According to the one drop rule adopted by many US southern states, if you have one drop of African blood, you are black. Therefore, we are all black, because our ancestors all came from Africa.
"The one-drop rule was a tactic in the U.S. South that codified and strengthened segregation and the disfranchisement of most blacks and many poor whites from 1890-1910. After Supreme Court decisions in Plessy v. Ferguson and related matters, White-dominated legislatures felt free to enact Jim Crow laws segregating Blacks in public places and accommodations, and passed other restrictive legislation. Legislatures sought to prevent interracial relationships to keep the white race "pure", long after slaveholders and overseers took advantage of enslaved women and produced the many mixed-race children.

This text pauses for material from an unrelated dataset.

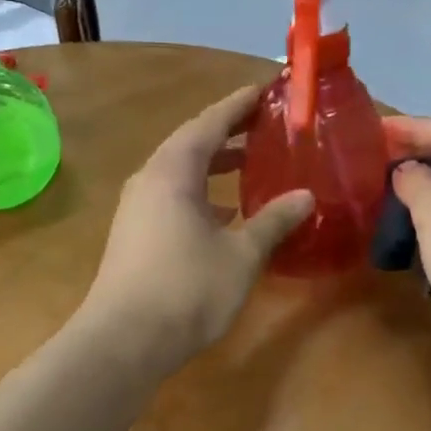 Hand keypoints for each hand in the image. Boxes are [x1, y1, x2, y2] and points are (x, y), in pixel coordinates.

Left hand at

The 1910–19 decade was the nadir of the Jim Crow era. Tennessee adopted a one-drop statute in 1910, and Louisiana soon followed. Then Texas and Arkansas in 1911, Mississippi in 1917, North Carolina in 1923, Virginia in 1924, Alabama and Georgia in 1927, and Oklahoma in 1931. During this same period, Florida, Indiana, Kentucky, Maryland, Missouri, Nebraska, North Dakota, and Utah retained their old "blood fraction" statutes de jure, but amended these fractions (one-sixteenth, one-thirtysecond) to be equivalent to one-drop de facto.

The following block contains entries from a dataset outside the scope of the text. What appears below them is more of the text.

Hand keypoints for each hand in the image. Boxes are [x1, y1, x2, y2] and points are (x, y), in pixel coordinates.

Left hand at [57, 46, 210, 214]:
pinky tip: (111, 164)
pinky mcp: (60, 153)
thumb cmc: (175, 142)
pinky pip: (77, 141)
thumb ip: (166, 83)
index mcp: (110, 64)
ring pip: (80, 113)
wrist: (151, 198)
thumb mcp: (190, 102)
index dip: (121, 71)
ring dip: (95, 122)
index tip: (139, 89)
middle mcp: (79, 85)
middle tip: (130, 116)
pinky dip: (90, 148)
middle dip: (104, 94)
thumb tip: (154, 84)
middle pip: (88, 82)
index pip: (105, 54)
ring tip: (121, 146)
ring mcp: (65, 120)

Madison Grant of Virginia in The Passing of the Great Race wrote: "The cross between a white man and an Indian is an Indian; the cross between a white man and a ***** is a *****; the cross between a white man and a Hindu is a Hindu; and the cross between any of the three European races and a Jew is a Jew."

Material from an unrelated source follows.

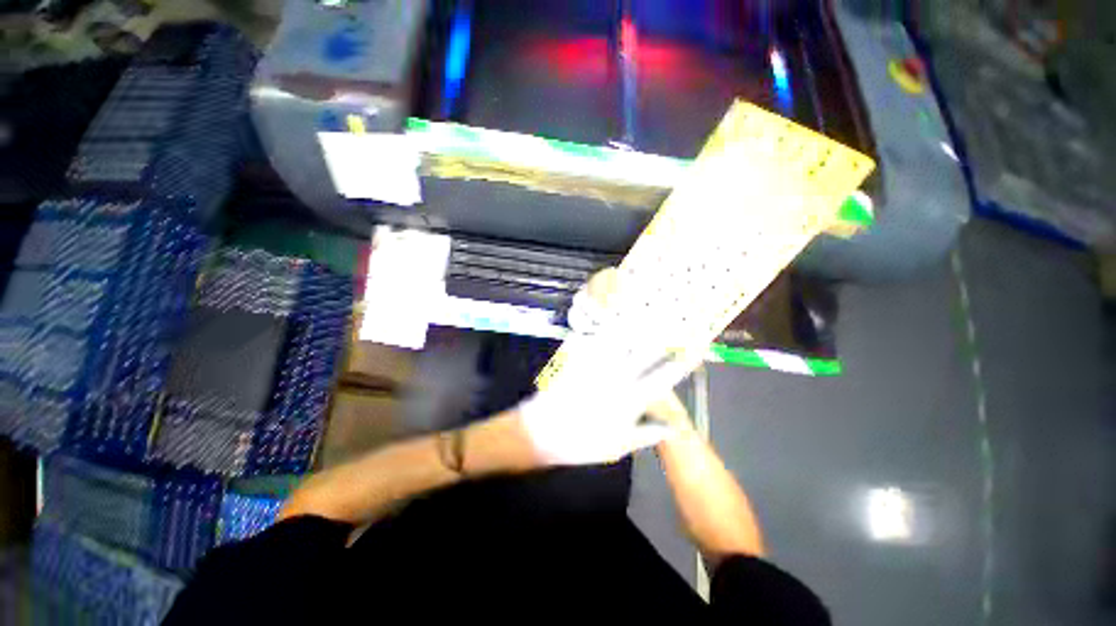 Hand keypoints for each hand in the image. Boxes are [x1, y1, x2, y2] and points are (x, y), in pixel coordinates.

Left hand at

In the case of Native American descendants with whites, the one-drop rule of definition was extended only so far as those with more than one-sixteenth Indian blood, due to what was known as the "Pocahontas exception." The "Pocahontas exception" existed because many influential Virginia families claimed descent from the American Indian Pocahontas of the colonial era. To avoid classifying such people as non-white, the Virginia General Assembly declared that a person could be considered white so long as he or she had no more than one-sixteenth Indian "blood".
Walter Plecker of Virginia and Naomi Drake of Louisiana insisted on trying to label families of mixed ancestry as Black. In 1924, Plecker wrote, "Two races as materially divergent as the White and *****, in morals, mental powers, and cultural fitness, cannot live in close contact without injury to the higher." A subtext to this concept was the assumption that Blacks were somehow "improved" through White intermixture.
When the U.S. Supreme Court outlawed Virginia's ban on inter-racial marriage in Loving v. Virginia (1967), it declared Plecker's Virginia Racial Integrity Act and the one-drop rule unconstitutional."